***** Data for processing

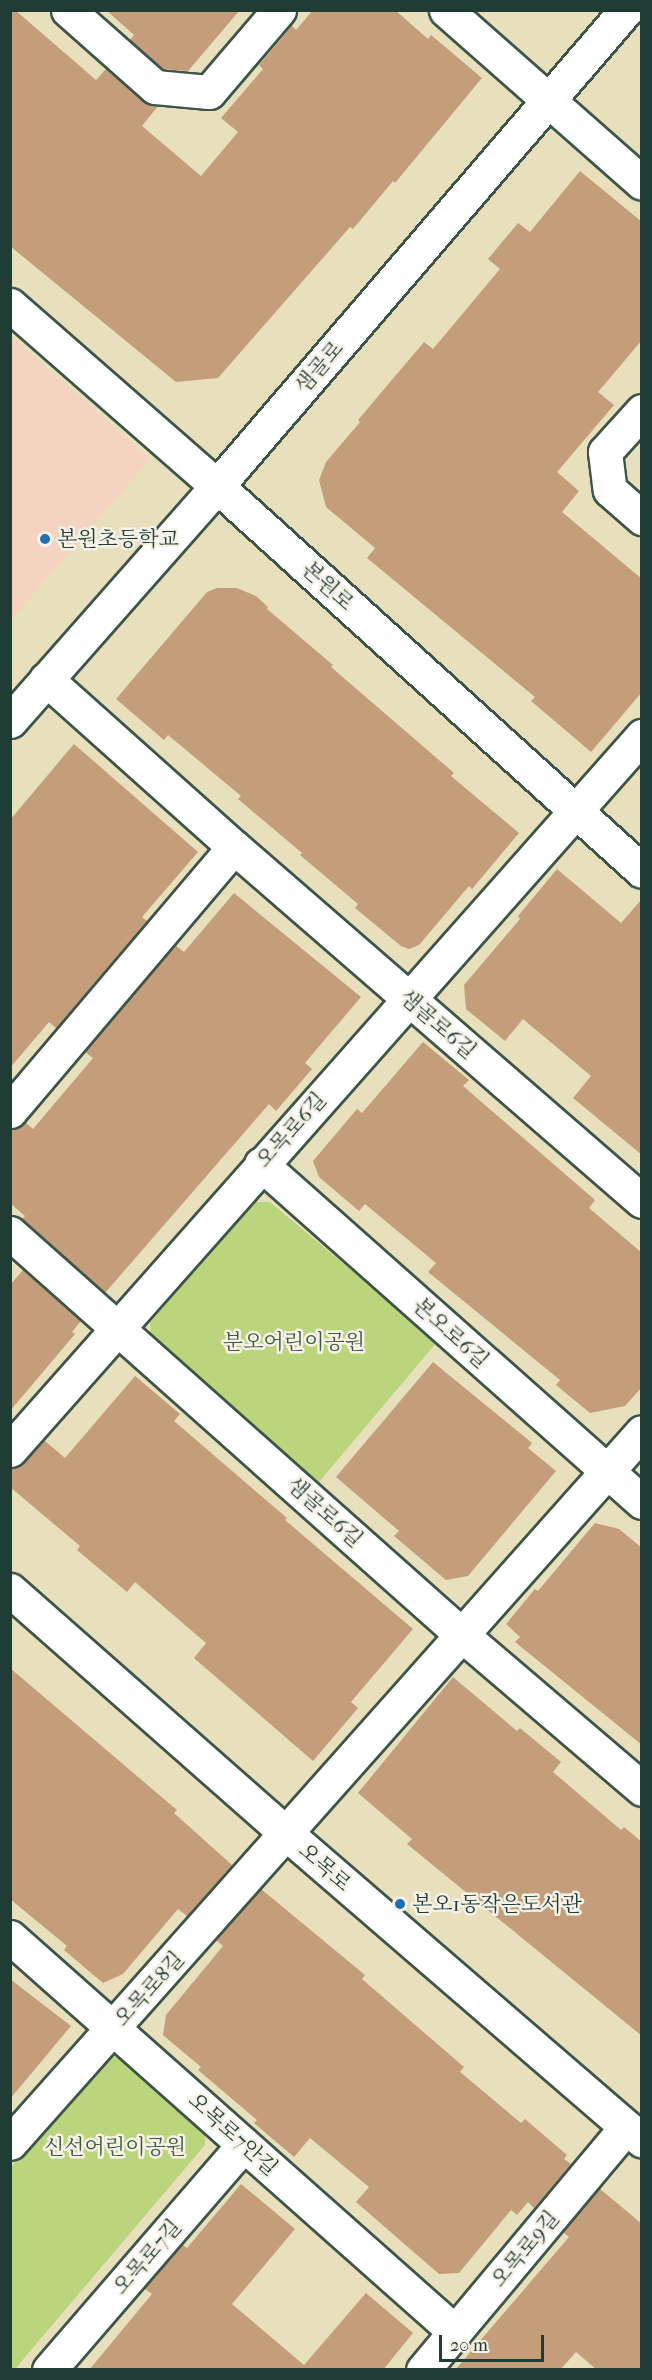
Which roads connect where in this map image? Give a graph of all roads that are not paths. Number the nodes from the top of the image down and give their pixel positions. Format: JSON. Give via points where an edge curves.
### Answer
{"nodes":[{"id":1,"x":68,"y":10,"type":"edge"},
{"id":2,"x":279,"y":10,"type":"edge"},
{"id":3,"x":446,"y":10,"type":"edge"},
{"id":4,"x":626,"y":10,"type":"edge"},
{"id":5,"x":547,"y":101,"type":"junction"},
{"id":6,"x":642,"y":183,"type":"edge"},
{"id":7,"x":10,"y":305,"type":"edge"},
{"id":8,"x":642,"y":411,"type":"edge"},
{"id":9,"x":217,"y":486,"type":"junction"},
{"id":10,"x":642,"y":518,"type":"edge"},
{"id":11,"x":46,"y":679,"type":"junction"},
{"id":12,"x":10,"y":721,"type":"edge"},
{"id":13,"x":642,"y":736,"type":"edge"},
{"id":14,"x":575,"y":812,"type":"junction"},
{"id":15,"x":234,"y":847,"type":"junction"},
{"id":16,"x":642,"y":871,"type":"edge"},
{"id":17,"x":409,"y":998,"type":"junction"},
{"id":18,"x":10,"y":1111,"type":"edge"},
{"id":19,"x":261,"y":1164,"type":"junction"},
{"id":20,"x":642,"y":1201,"type":"edge"},
{"id":21,"x":10,"y":1233,"type":"edge"},
{"id":22,"x":117,"y":1327,"type":"junction"},
{"id":23,"x":642,"y":1432,"type":"edge"},
{"id":24,"x":10,"y":1449,"type":"edge"},
{"id":25,"x":607,"y":1471,"type":"junction"},
{"id":26,"x":642,"y":1502,"type":"edge"},
{"id":27,"x":10,"y":1590,"type":"edge"},
{"id":28,"x":462,"y":1635,"type":"junction"},
{"id":29,"x":642,"y":1789,"type":"edge"},
{"id":30,"x":287,"y":1834,"type":"junction"},
{"id":31,"x":10,"y":1937,"type":"edge"},
{"id":32,"x":114,"y":2028,"type":"junction"},
{"id":33,"x":634,"y":2133,"type":"edge"},
{"id":34,"x":10,"y":2144,"type":"edge"},
{"id":35,"x":244,"y":2144,"type":"junction"},
{"id":36,"x":455,"y":2332,"type":"junction"},
{"id":37,"x":49,"y":2370,"type":"edge"},
{"id":38,"x":423,"y":2370,"type":"edge"}],
"edges":[{"from":1,"to":2,"type":"street","via":[[155,87],[209,92]]},
{"from":3,"to":5,"type":"street"},
{"from":4,"to":5,"type":"street","name":"샘골로"},
{"from":5,"to":6,"type":"street"},
{"from":5,"to":9,"type":"street","name":"샘골로"},
{"from":7,"to":9,"type":"street","name":"본원로"},
{"from":8,"to":10,"type":"street","via":[[605,452],[610,490]]},
{"from":9,"to":11,"type":"street","name":"샘골로"},
{"from":9,"to":14,"type":"street","name":"본원로"},
{"from":11,"to":12,"type":"street","name":"샘골로"},
{"from":11,"to":15,"type":"street","name":"샘골로6길"},
{"from":13,"to":14,"type":"street","name":"오목로6길"},
{"from":14,"to":16,"type":"street","name":"본원로"},
{"from":14,"to":17,"type":"street","name":"오목로6길"},
{"from":15,"to":17,"type":"street","name":"샘골로6길"},
{"from":15,"to":18,"type":"street"},
{"from":17,"to":19,"type":"street","name":"오목로6길"},
{"from":17,"to":20,"type":"street","name":"샘골로6길"},
{"from":19,"to":22,"type":"street","name":"오목로6길"},
{"from":19,"to":25,"type":"street","name":"본오로6길"},
{"from":21,"to":22,"type":"street","name":"샘골로6길"},
{"from":22,"to":24,"type":"street","name":"오목로6길"},
{"from":22,"to":28,"type":"street","name":"샘골로6길"},
{"from":23,"to":25,"type":"street","name":"오목로8길"},
{"from":25,"to":26,"type":"street","name":"본오로6길"},
{"from":25,"to":28,"type":"street","name":"오목로8길"},
{"from":27,"to":30,"type":"street","name":"오목로"},
{"from":28,"to":29,"type":"street","name":"샘골로6길"},
{"from":28,"to":30,"type":"street","name":"오목로8길"},
{"from":30,"to":32,"type":"street","name":"오목로8길"},
{"from":30,"to":33,"type":"street","name":"오목로"},
{"from":31,"to":32,"type":"street","name":"오목로7안길"},
{"from":32,"to":34,"type":"street","name":"오목로8길"},
{"from":32,"to":35,"type":"street","name":"오목로7안길"},
{"from":33,"to":36,"type":"street","name":"오목로9길"},
{"from":35,"to":36,"type":"street","name":"오목로7안길"},
{"from":35,"to":37,"type":"street","name":"오목로7길"},
{"from":36,"to":38,"type":"street","name":"오목로9길"}]}
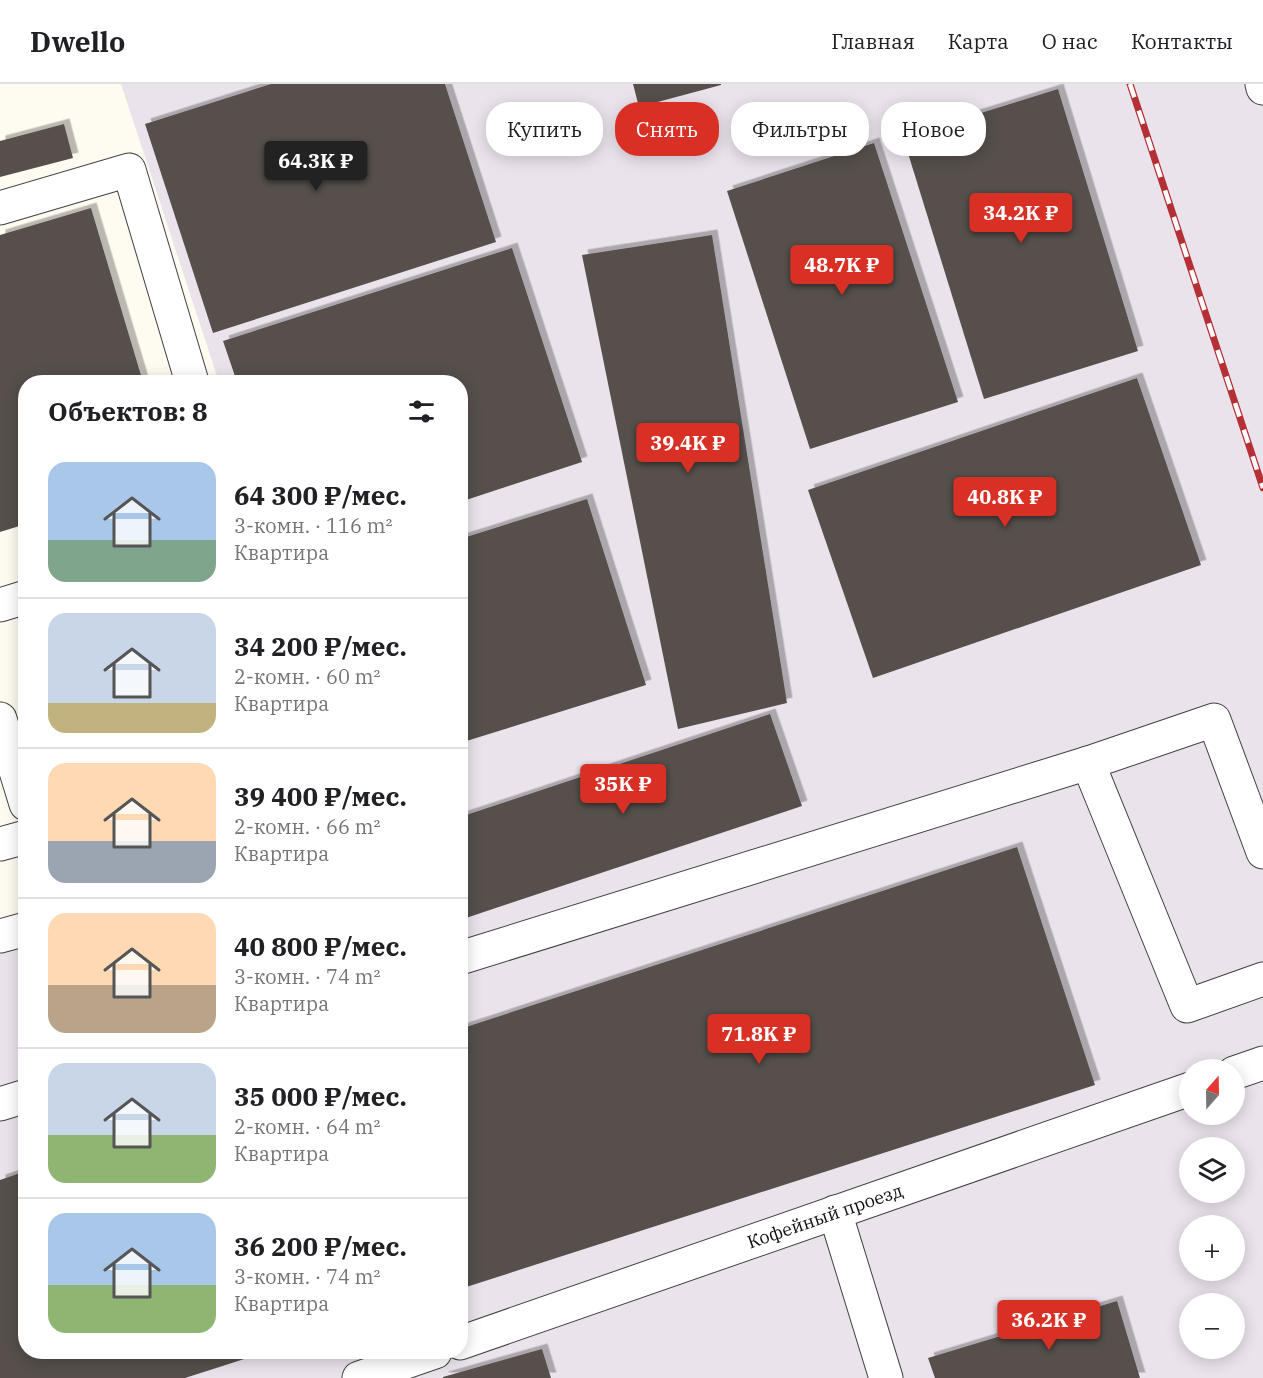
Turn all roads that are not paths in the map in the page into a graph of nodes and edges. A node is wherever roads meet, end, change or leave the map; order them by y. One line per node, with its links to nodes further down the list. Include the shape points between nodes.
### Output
1 (1262, 84): 2 (street)
2 (1263, 88)
3 (0, 208): 4 (street, via 129,170)
4 (190, 375)
5 (18, 599): 6 (street)
6 (0, 605)
7 (7, 725): 9 (street)
8 (1088, 763): 12 (street, via 1214,720); 15 (street); 16 (street, via 1187,1006)
9 (18, 771)
10 (18, 839): 11 (street)
11 (0, 844)
12 (1263, 852)
13 (18, 931): 14 (street)
14 (0, 936)
15 (468, 956)
16 (1263, 979)
17 (1263, 1063): 18 (street)
18 (1245, 1069)
19 (1179, 1093): 22 (street, Кофейный проезд)
20 (18, 1098): 21 (street)
21 (0, 1104)
22 (835, 1212): 23 (street, Кофейный проезд); 26 (street)
23 (468, 1340)
24 (415, 1359): 25 (street)
25 (359, 1378)
26 (886, 1378)

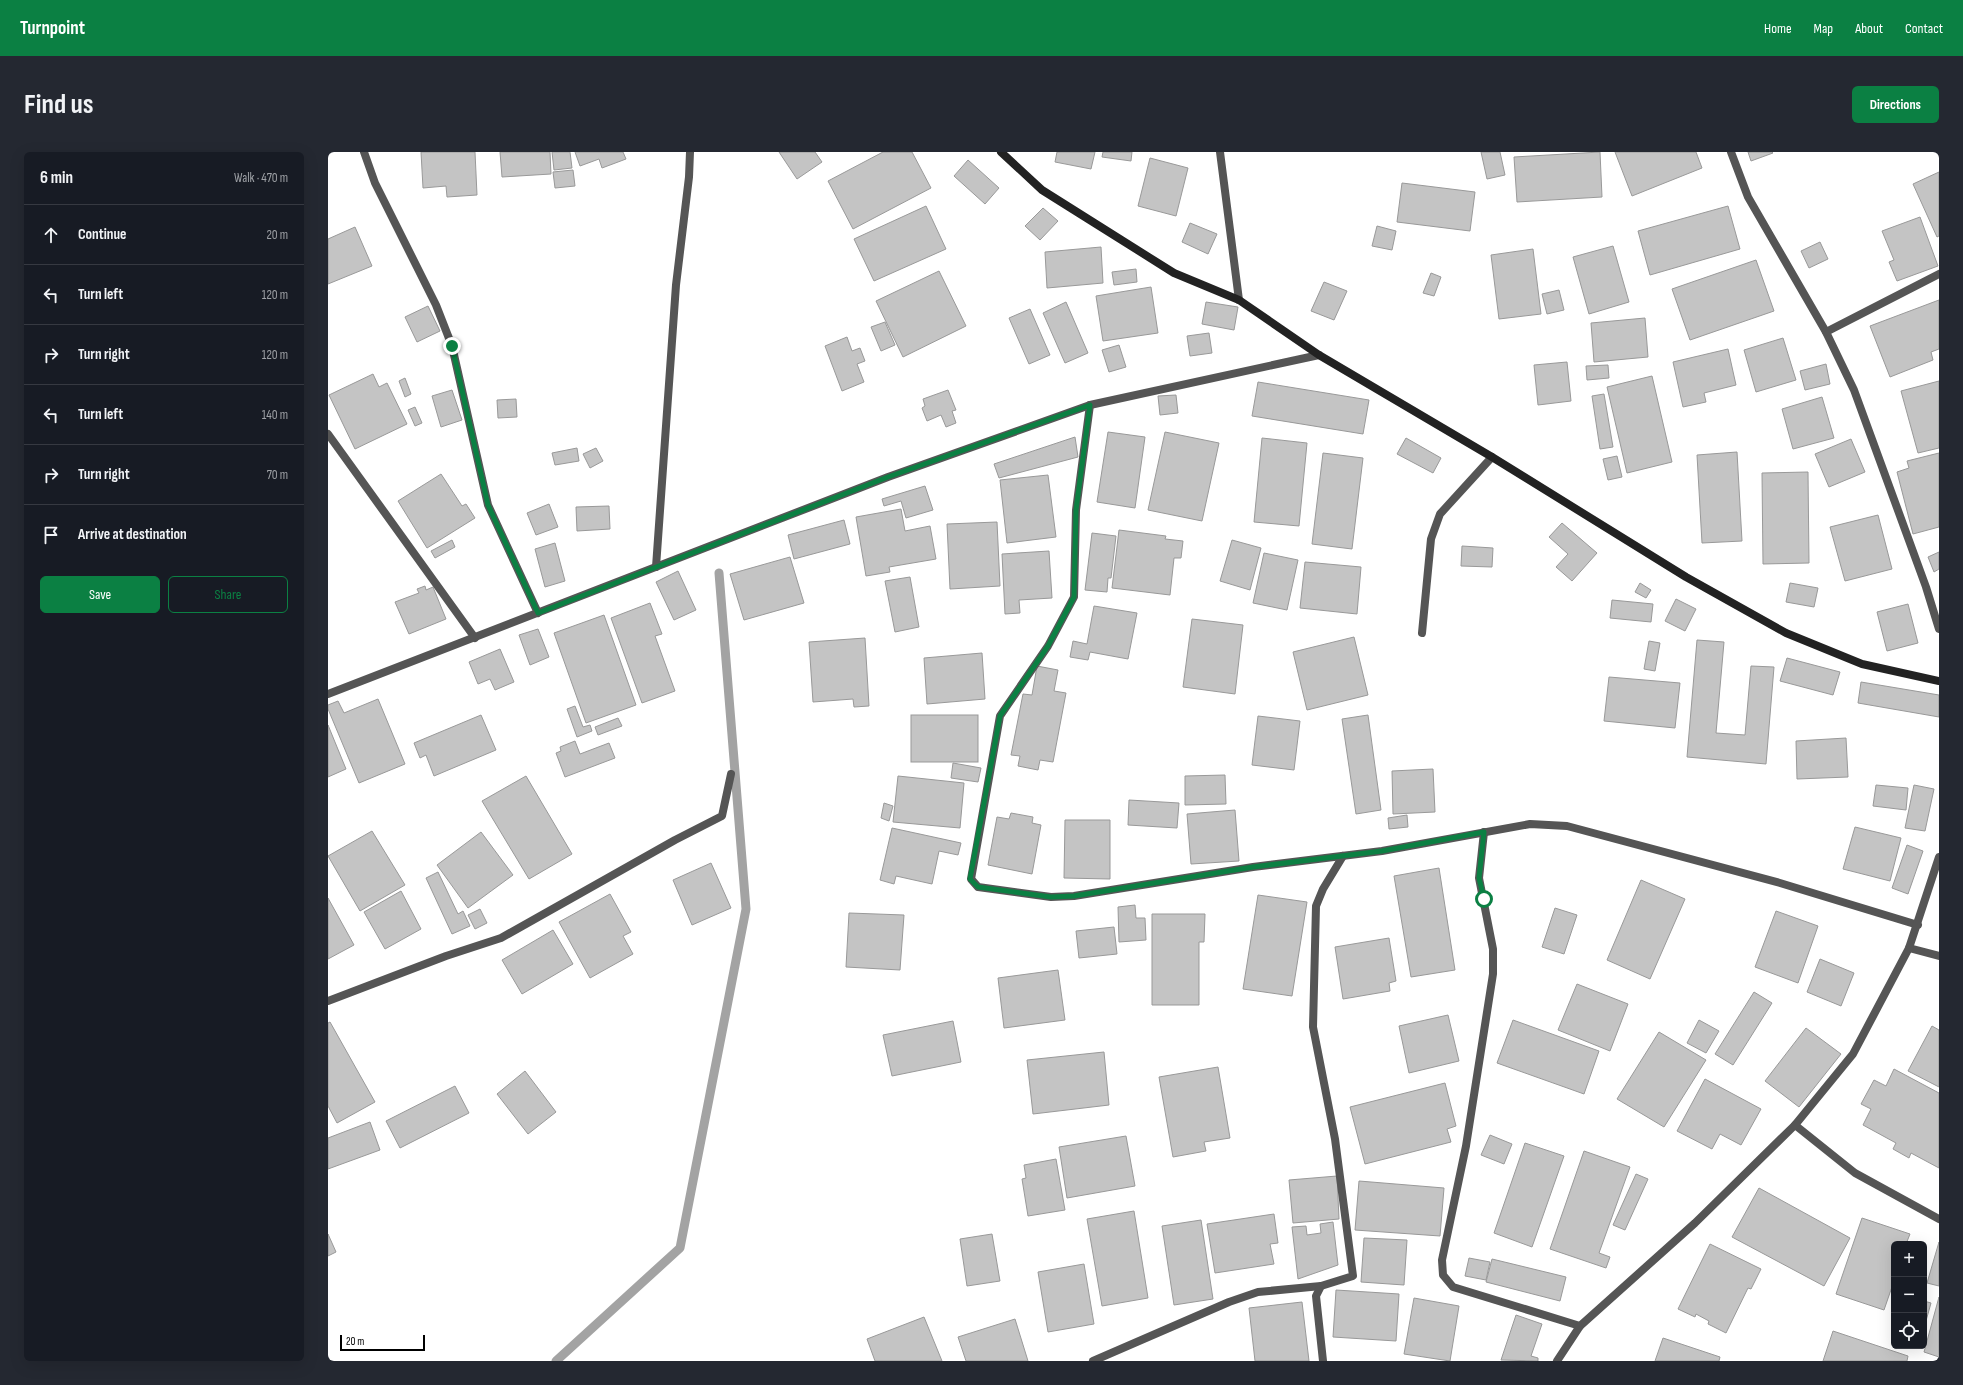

**********

## What to do
Review the preceding data and report every line that includes the string "graph".

## Exercise solution
Which roads connect where in this map image? Give a graph of all roads that are not paths. Number the nodes from the top of the image down and give their pixel positions. Format: JSON. Give via points where an edge curves.
Turn all roads that are not paths in the map in the page into a graph of nodes and edges. A node is wherever roads meet, end, change or leave the map; order them by y. One line per node, with its links to nodes further down the list. Include the shape points between nodes.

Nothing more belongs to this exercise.